What to work on: Pick out all lines of the entries that include the word "Give" and copy them.

Dataset extract:
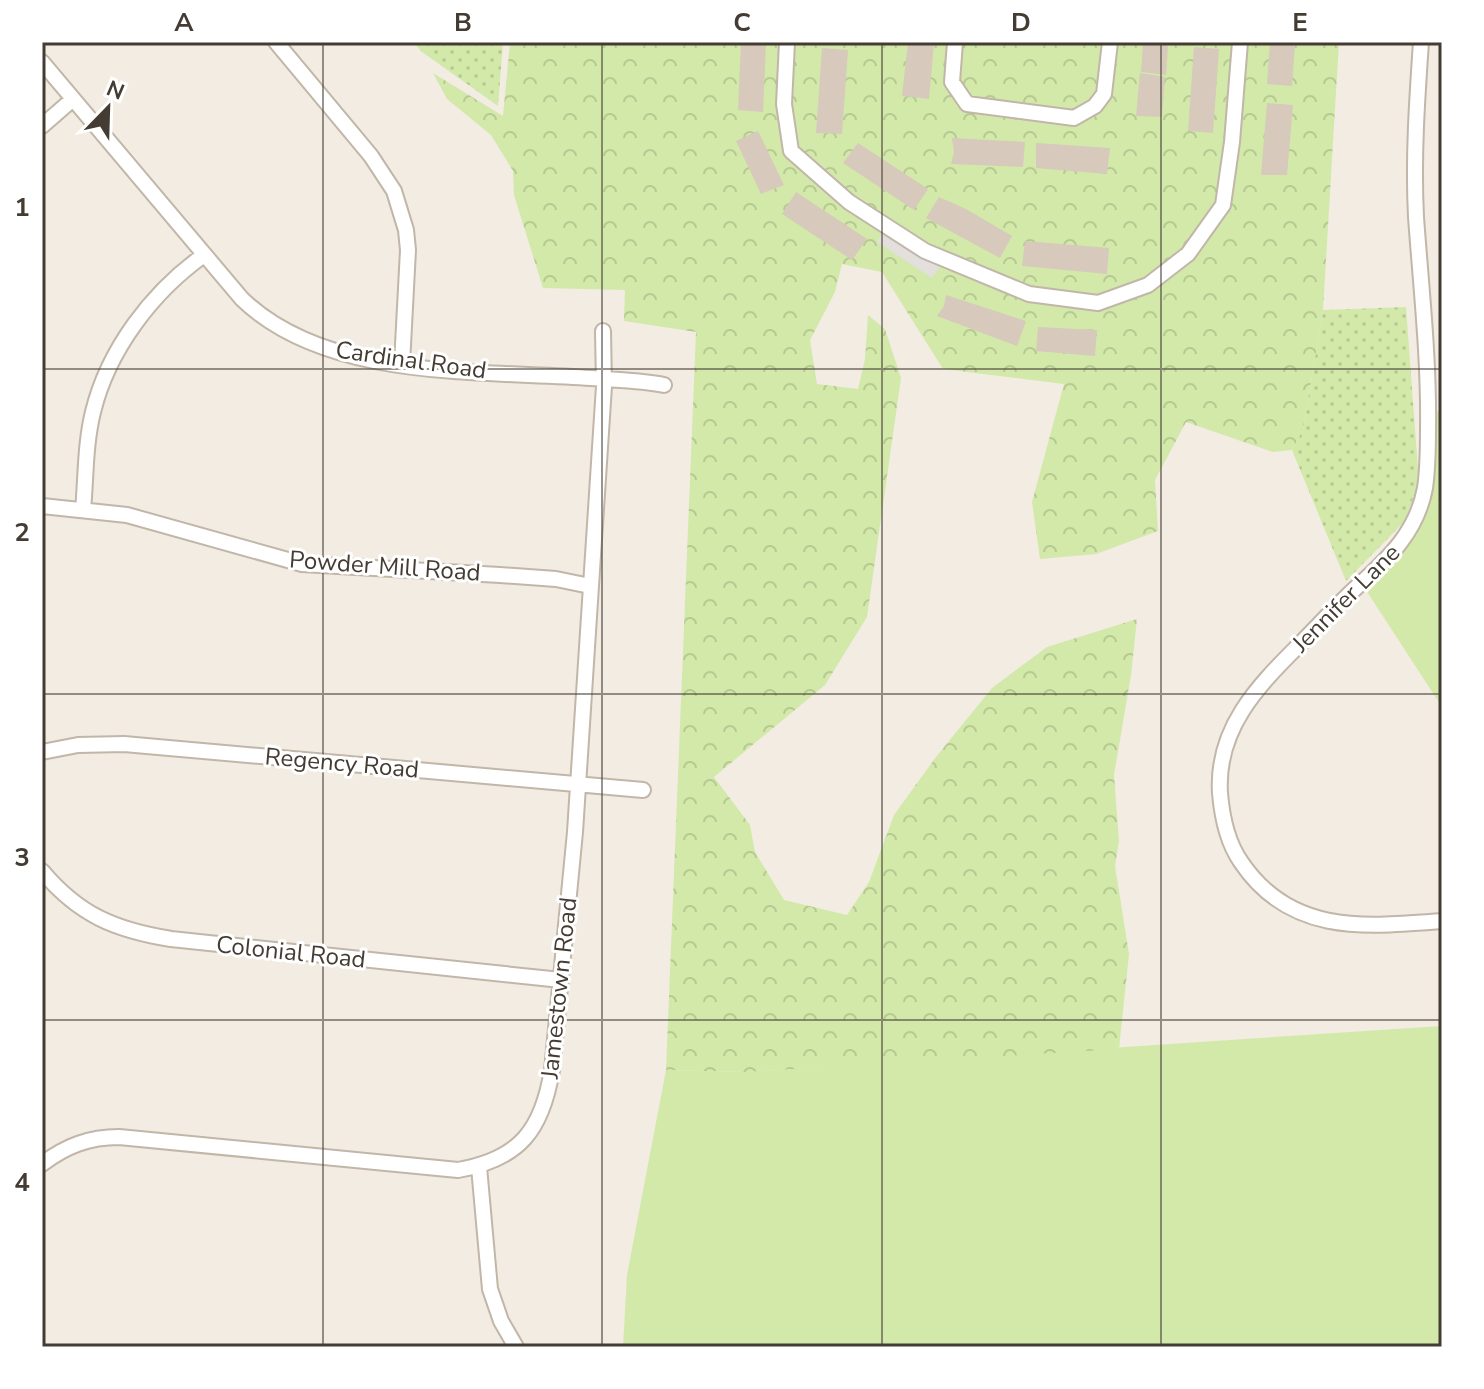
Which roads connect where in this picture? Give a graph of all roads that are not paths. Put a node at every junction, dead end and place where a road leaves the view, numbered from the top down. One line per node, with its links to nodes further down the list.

--

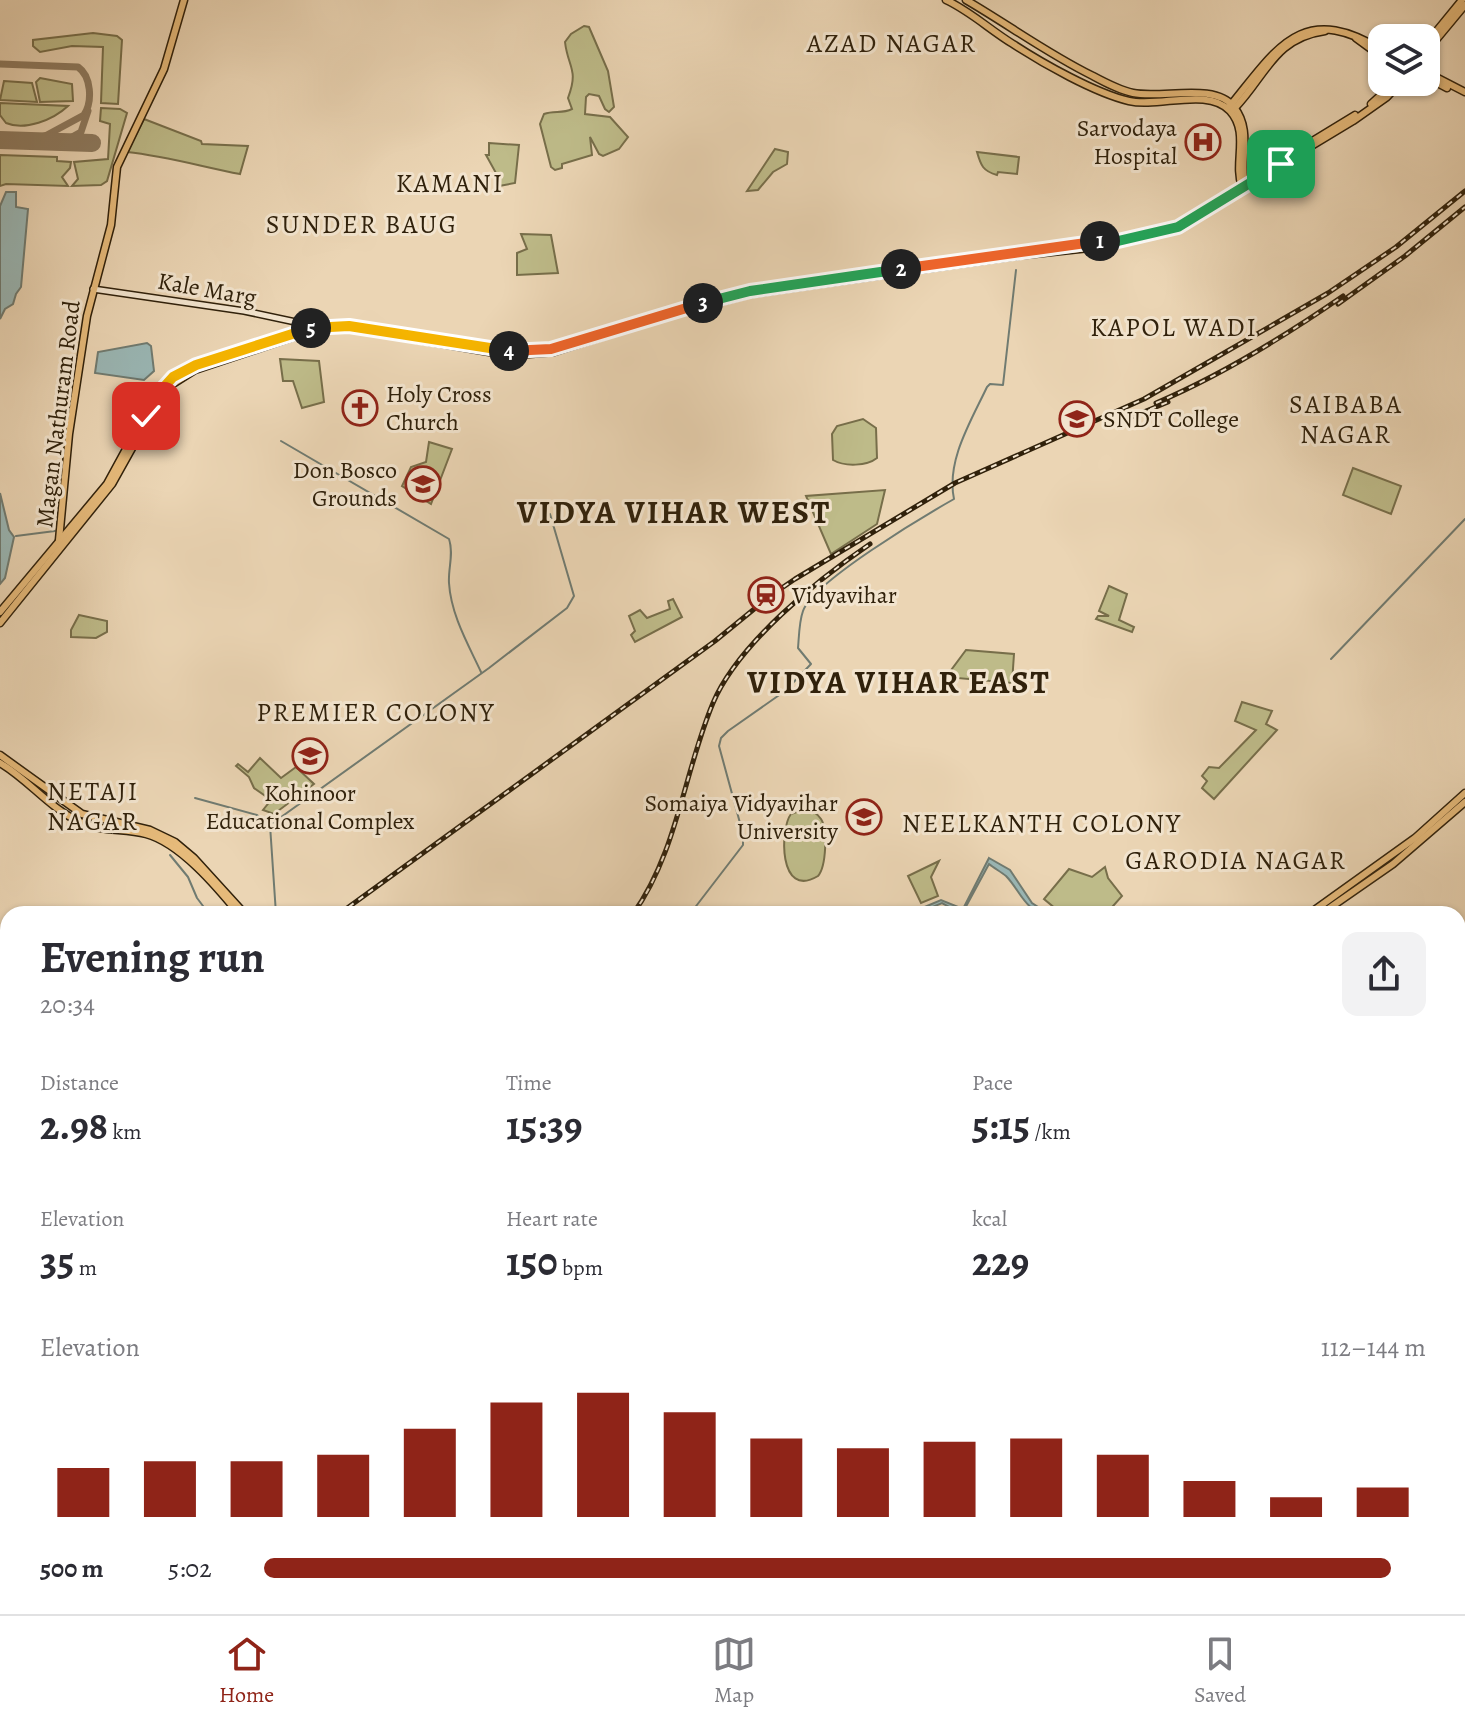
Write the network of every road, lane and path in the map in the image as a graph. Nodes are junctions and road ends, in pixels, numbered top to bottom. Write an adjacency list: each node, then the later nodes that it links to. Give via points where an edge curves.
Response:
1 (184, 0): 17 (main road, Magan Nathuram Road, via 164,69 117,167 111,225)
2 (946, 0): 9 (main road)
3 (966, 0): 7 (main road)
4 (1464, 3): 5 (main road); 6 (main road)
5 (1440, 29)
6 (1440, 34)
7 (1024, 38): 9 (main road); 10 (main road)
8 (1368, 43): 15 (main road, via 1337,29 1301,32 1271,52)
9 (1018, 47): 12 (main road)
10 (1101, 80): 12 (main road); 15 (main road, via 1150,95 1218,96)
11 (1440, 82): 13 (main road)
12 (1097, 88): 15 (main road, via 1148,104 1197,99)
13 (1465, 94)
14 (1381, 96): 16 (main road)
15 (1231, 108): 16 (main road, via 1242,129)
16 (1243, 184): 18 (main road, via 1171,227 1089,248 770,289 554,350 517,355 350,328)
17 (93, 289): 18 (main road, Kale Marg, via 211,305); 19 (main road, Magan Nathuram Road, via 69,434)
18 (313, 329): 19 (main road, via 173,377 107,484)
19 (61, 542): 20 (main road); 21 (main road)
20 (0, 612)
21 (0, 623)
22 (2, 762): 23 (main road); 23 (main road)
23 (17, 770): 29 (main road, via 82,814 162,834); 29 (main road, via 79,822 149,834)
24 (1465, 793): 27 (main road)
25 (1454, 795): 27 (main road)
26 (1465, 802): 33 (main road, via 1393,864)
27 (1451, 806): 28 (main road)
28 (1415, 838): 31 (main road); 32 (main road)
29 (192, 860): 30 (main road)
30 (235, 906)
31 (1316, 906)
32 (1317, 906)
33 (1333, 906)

Solved problem:
Which roads connect where in this picture? Give a graph of all roads that are not paths. Put a node at every junction, dead end and place where a road leaves the view, numbered from the top down. One line per node, with its links to nodes further down the list.
Write the network of every road, lane and path in the map in the image as a graph. Nodes are junctions and road ends, in pixels, numbered top to bottom. Write an adjacency list: each node, then the later nodes that it links to. Give via points where an edge curves.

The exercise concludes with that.